Political Participation
Comparative Perspective
Electoral Behaviour
Survey Research
Anna Lia Brunetti
University of Vienna
Anna Lia Brunetti
University of Vienna

Abstract

The continuing decline in electoral participation and the growing number of disaffected voters have challenged the question of citizen involvement in politics. Yet, it has been shown that citizens have not lost their willingness to participate and have instead increasingly relied on more non-conventional forms of participation to ‘make themselves heard’. The scholarly literature on explaining different forms of political participation is vast, ranging from contextual factors, such as the electoral system or political mobilisation, to individual-level factors, such as personal resources and political attitudes. In this paper, I argue that citizen perceptions of voting – a facet largely neglected in the existing literature –play a crucial role when it comes to understand who participates and how in politics. I thus examine the relations between the meaning ordinary citizens attach to the act of voting and the form of participation they choose to pursue, or not to pursue. Put differently, voting conceptualisations could help further explain different participation patterns and to understand what encourages some citizens to vote, while others are driven away from the electoral arena and pursue other non-electoral activities. This argument is tested in a comparative perspective using original survey data collected in several countries worldwide that held parliamentary elections in 2022. Via a Latent Class Analysis, I will empirically derive the participation profiles of the populations under investigation.

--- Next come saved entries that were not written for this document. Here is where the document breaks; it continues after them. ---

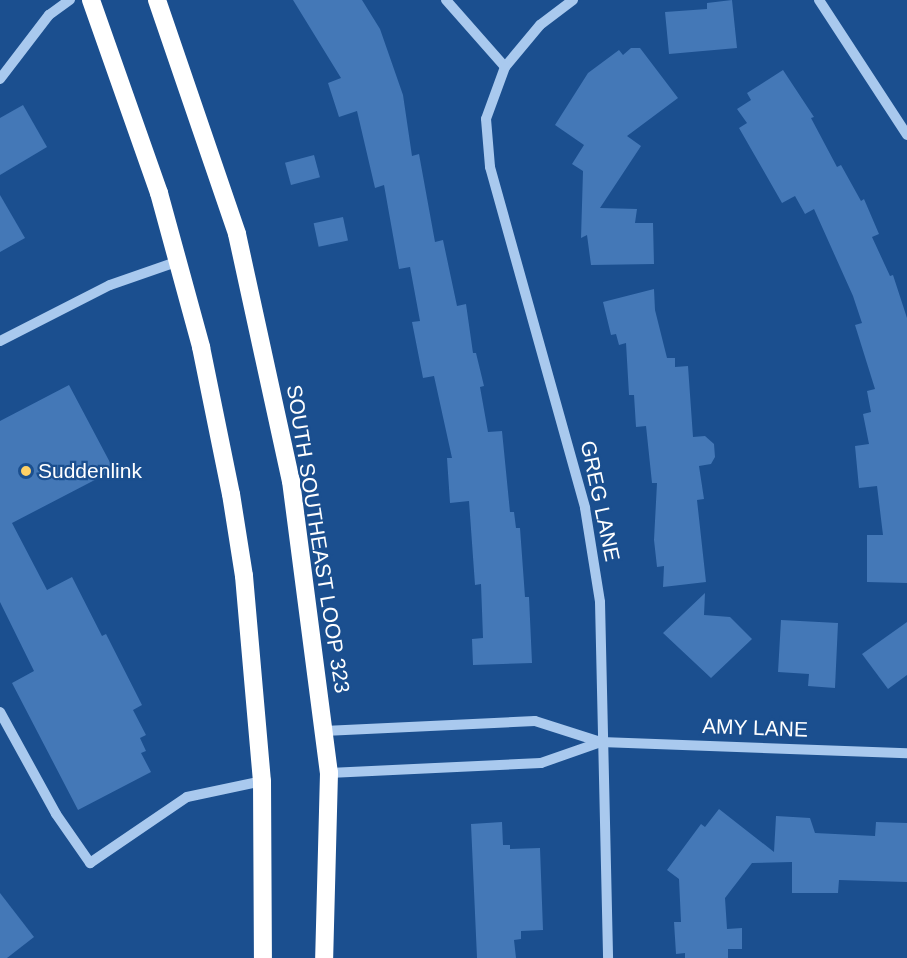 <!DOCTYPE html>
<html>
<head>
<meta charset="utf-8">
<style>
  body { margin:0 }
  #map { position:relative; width:907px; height:958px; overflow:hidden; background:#1b4f8f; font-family:Arial,sans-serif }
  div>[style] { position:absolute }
  .building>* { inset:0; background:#4478b7; transform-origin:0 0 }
  .minor>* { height:10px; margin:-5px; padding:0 5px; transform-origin:5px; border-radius:5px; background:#a9c9ee }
  .highway>* { height:18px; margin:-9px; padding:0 9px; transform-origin:9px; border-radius:9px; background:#fff }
  .dots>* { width:16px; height:16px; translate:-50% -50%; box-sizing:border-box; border:3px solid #1b4f8f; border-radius:50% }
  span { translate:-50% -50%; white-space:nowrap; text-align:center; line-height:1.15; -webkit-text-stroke:4.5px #1b4f8f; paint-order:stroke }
  .poi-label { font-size:21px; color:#fff }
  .left { translate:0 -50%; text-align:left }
  .street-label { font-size:21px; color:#fff }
</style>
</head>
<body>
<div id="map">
  <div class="building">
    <i style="clip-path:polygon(293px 0,362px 0,380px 29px,403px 95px,412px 156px,419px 154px,435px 242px,443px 240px,457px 306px,466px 304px,473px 353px,476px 353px,484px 386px,480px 387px,488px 432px,502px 431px,510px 512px,514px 512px,516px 528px,520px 528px,525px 597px,529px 597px,532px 663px,473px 665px,472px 639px,483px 638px,481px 584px,475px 585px,469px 501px,450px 503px,447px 458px,452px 458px,434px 376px,423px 378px,412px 322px,420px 321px,410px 267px,399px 269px,384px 185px,375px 188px,357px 111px,339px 117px,328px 83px,341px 78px)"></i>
    <i style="clip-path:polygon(732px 0,737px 48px,669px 54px,665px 12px,707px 9px,707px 3px)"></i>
    <i style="clip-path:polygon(631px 48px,640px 48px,678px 98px,627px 136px,641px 146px,600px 208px,637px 209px,635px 223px,653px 223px,654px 264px,591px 265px,587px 235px,581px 238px,583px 171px,572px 164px,584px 145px,555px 125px,588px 73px,619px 50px,623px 55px)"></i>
    <i style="clip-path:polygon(783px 70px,814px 117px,811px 118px,837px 167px,841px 165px,861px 201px,864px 199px,879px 234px,872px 237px,890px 276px,893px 275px,907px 318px,907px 583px,867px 582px,867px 535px,883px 535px,877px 486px,859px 488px,855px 446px,869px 444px,863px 414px,871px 412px,867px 391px,875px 389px,855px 325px,862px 323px,853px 296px,814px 209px,805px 214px,795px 196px,782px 203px,739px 128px,747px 123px,737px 109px,751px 100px,747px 93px)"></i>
    <i style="clip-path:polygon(23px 105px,47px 147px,0 175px,0 118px)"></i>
    <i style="left:314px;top:155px;width:23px;height:30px;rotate:75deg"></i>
    <i style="clip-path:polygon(0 195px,25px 238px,0 252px)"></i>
    <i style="left:343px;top:217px;width:24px;height:30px;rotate:78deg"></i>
    <i style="clip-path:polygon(654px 289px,655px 310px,667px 358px,675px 358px,675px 367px,688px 366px,693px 437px,705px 436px,714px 444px,715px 457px,711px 464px,699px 466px,704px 499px,697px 500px,706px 582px,663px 587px,664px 566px,657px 567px,654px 540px,657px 483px,652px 483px,646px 426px,636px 427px,634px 395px,629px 395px,626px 343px,619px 345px,616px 334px,611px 335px,603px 302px)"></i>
    <i style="clip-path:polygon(69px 385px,114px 470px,12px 523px,47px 590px,72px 577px,102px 636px,106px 634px,142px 705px,133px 710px,146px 735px,140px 738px,146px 751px,141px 753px,151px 772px,78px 810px,12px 683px,34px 671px,0 602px,0 421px)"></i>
    <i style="clip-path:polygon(705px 593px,704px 615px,730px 617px,752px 639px,711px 678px,663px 633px)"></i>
    <i style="clip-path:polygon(781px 620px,838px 623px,835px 688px,808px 686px,809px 674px,778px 672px)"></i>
    <i style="clip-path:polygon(907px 622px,907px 675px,888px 689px,862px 654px)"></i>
    <i style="clip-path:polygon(719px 809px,774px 852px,776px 816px,810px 818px,815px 833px,875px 836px,876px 822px,907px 823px,907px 882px,839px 880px,838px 893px,792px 893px,792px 862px,752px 863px,725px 898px,727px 929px,742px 928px,742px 949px,728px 949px,728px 958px,685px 958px,685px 953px,676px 954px,674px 922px,681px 922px,679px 879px,667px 870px,701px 824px,705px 827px)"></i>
    <i style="clip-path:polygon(502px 822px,503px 845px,510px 845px,510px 849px,540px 848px,543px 930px,521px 931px,521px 939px,514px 940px,516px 958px,477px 958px,471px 824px)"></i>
    <i style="clip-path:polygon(0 893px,34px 937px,7px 958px,0 958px)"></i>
  </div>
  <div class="minor">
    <i style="left:446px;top:0;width:89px;rotate:48.6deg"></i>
    <i style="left:573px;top:0;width:41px;rotate:142.9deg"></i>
    <i style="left:540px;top:25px;width:55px;rotate:129.8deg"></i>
    <i style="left:505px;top:67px;width:55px;rotate:110.1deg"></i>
    <i style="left:486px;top:119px;width:48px;rotate:85.2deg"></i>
    <i style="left:490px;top:167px;width:354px;rotate:74.4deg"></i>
    <i style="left:585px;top:508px;width:95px;rotate:80.9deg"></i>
    <i style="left:600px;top:602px;width:356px;rotate:88.7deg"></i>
    <i style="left:819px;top:0;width:161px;rotate:56.9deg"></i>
    <i style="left:0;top:79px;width:81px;rotate:-52.6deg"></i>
    <i style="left:49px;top:15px;width:26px;rotate:-36deg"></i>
    <i style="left:0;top:341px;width:123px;rotate:-27deg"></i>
    <i style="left:110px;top:285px;width:73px;rotate:-19.2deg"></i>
    <i style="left:0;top:712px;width:116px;rotate:61.2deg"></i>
    <i style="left:56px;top:814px;width:60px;rotate:55.2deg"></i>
    <i style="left:90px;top:863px;width:117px;rotate:-34.2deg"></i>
    <i style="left:187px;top:797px;width:77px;rotate:-12deg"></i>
    <i style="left:324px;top:731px;width:211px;rotate:-2.7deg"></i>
    <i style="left:535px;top:721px;width:69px;rotate:17.7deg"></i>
    <i style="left:601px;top:742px;width:306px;rotate:2.1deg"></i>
    <i style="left:329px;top:773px;width:212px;rotate:-2.7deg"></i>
    <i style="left:541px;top:763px;width:64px;rotate:-19.3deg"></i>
  </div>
  <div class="highway">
    <i style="left:91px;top:0;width:205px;rotate:70.6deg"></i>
    <i style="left:159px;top:193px;width:160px;rotate:74.7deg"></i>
    <i style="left:201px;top:347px;width:150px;rotate:78.5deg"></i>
    <i style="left:231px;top:494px;width:83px;rotate:81deg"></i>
    <i style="left:244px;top:576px;width:206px;rotate:85deg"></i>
    <i style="left:262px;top:781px;width:177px;rotate:89.7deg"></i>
    <i style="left:157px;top:0;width:247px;rotate:71.1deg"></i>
    <i style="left:237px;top:234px;width:253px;rotate:77.7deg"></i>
    <i style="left:291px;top:481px;width:294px;rotate:82.6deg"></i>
    <i style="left:329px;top:773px;width:185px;rotate:91.5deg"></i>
  </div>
  <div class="dots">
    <i style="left:26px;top:471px;background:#ffd166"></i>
  </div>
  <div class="poi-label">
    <span class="left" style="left:38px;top:471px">Suddenlink</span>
  </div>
  <div class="street-label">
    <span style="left:600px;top:501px;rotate:78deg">GREG LANE</span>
    <span style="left:318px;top:539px;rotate:81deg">SOUTH SOUTHEAST LOOP 323</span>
    <span style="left:755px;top:728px;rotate:2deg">AMY LANE</span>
  </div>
</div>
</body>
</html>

This inductive approach will allow me to assess how citizens combine different political activities such as voting, demonstrating, signing petition and online political engagement, and the extent to which these behaviours are linked to different perceptions of the act of voting. The study’s findings will provide important insights on formal and informal citizen (non-)involvement in politics as well as insights into what can be done to address the declining rate of citizen involvement in politics.